Serge Boulard a, Christian Pepin b

Introduction
The implementation of patient-level costing across the continuum of care, at the provincial level, is fundamental to any hope of changing the current management paradigms of the public healthcare system. The use of results allows for greater transparency in resource allocation and improvements in the organization of care and services. The cost calculation lays the foundation for the analysis of care pathways to enable value analyses. After presenting the Quebec province experience in previous PCSI conferences, here is the example of the province of Saskatchewan in Canada.

Methods
A positive proof of concept, carried out in 2022, convinced the decision-makers of the Saskatchewan's MoH to launch a process to implement patient-level costing for the entire province covering the entire population and care and service providers financed by a public envelope. Eventually, the whole continuum of care - hospital, community service, rehabilitation, long-term care, primary care, fee-for-service medical activities, etc. - will be integrated.

The MoH wanted to draw inspiration from the approach of the province of Quebec and improve it, going further in the concepts of value-based healthcare and integration of CIHI costing standards into the model.

The presentation will cover the main phases of this 3 years project, the key outcomes, as well as the overall approach and strategy.

Far from being a purely financial initiative, the case costing implementation includes a wide variety of clinical data, creating a rich source of information about quality of care and patient outcomes. The resulting information is used to understand patients' clinical outcomes, support the implementation of integrated practice units and provide medical leadership with the tools and metrics to support best practices in care variability, laying the foundation to value-based healthcare.

Results
Financial and clinical data standardization is fundamental in patient-level costing, to ensure that the results are fully comparable across establishments.

A provincial costing result database covering three financial years in the acute care facilities is now available. Primary and community care and physicians' compensation are yet to be included in the model to be able to see full trajectories of care.

A benchmarking portal is available and disseminated to medical stakeholders and managers to start initiatives to improve practices and services as well as to improve cost/data results.

Beyond the patient-level data required for costing, the possibility of integrating descriptive patient-level data into the model (incidents, accidents, complications, infections, comorbidities, diseases acquired during hospitalization, etc.) so the impact of the quality elements of practices in terms of costs can be quantified.
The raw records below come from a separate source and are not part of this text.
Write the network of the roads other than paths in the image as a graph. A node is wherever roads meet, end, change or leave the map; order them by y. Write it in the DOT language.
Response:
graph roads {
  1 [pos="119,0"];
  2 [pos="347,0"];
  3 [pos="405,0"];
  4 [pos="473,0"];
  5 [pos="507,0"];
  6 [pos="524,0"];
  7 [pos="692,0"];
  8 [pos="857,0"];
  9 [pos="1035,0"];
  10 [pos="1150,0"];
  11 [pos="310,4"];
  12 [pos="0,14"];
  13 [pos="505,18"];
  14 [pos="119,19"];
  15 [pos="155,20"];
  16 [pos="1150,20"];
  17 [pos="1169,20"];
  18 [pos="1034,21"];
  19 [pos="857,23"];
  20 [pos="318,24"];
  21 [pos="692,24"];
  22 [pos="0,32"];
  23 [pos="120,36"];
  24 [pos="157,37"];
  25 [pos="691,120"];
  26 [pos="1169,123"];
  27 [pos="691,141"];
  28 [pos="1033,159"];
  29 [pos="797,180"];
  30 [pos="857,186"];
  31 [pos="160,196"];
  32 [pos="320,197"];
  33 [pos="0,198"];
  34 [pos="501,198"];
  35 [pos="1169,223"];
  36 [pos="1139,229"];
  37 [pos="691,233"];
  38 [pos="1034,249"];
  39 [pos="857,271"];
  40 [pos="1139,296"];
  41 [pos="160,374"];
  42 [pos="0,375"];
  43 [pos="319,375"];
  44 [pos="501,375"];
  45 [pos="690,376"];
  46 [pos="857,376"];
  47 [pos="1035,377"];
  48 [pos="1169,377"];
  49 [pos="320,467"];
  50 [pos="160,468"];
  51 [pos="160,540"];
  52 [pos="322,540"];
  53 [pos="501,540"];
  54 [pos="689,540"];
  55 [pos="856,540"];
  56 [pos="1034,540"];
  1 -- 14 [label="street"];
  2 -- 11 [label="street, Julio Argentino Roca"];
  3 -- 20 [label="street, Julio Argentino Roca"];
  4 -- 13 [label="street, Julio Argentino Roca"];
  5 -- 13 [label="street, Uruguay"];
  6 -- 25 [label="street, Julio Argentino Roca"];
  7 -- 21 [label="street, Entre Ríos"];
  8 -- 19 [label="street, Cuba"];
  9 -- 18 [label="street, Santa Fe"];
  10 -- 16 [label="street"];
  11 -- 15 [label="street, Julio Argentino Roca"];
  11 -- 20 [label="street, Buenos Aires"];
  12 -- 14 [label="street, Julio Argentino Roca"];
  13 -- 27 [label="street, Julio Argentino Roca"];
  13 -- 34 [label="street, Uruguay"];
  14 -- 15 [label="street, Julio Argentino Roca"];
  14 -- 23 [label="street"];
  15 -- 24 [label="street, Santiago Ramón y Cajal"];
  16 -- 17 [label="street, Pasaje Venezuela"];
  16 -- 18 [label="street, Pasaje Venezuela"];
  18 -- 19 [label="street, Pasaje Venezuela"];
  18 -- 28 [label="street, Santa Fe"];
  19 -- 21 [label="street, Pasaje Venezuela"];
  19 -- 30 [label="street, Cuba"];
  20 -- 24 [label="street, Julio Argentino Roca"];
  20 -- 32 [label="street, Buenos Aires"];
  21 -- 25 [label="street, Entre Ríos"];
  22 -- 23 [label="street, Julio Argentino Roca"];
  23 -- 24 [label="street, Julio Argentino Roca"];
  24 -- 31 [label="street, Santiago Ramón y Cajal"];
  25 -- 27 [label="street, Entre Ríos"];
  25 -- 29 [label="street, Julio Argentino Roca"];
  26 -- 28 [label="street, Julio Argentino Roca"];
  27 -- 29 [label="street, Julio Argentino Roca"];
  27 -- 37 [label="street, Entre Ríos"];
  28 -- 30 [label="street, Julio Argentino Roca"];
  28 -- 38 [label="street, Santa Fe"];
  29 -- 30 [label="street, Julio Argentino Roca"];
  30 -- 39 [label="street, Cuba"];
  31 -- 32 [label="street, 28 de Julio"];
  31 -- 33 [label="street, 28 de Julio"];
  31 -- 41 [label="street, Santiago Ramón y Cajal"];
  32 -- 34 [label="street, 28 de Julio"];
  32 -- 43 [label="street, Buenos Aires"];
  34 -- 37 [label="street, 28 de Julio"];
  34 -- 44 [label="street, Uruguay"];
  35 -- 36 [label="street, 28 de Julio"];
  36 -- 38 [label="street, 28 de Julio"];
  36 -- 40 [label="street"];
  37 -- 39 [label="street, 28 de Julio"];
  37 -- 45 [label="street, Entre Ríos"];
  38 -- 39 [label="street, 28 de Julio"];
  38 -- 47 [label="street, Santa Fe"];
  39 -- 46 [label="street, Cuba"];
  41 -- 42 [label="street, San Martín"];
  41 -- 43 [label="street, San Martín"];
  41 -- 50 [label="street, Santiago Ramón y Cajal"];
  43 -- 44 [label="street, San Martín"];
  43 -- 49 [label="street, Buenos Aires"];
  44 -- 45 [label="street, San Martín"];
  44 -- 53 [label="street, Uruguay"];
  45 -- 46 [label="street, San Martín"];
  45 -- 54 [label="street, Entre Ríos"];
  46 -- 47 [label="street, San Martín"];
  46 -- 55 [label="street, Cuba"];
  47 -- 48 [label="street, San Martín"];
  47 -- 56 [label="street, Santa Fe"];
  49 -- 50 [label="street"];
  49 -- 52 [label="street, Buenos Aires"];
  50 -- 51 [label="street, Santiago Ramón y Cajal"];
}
These elements complement the analysis of care trajectories and allow clinicians to become aware of the financial impacts of their practice.

Conclusions
This presentation wants to demonstrate that case costing implementation, when incorporating a wide variety of clinical sources about the whole population and all health missions, provides a wealth of information about quality of care and patient outcomes that can inform managers and clinicians and support better decision making. The Saskatchewan province is in the middle of a wonderful journey through healthcare improvement.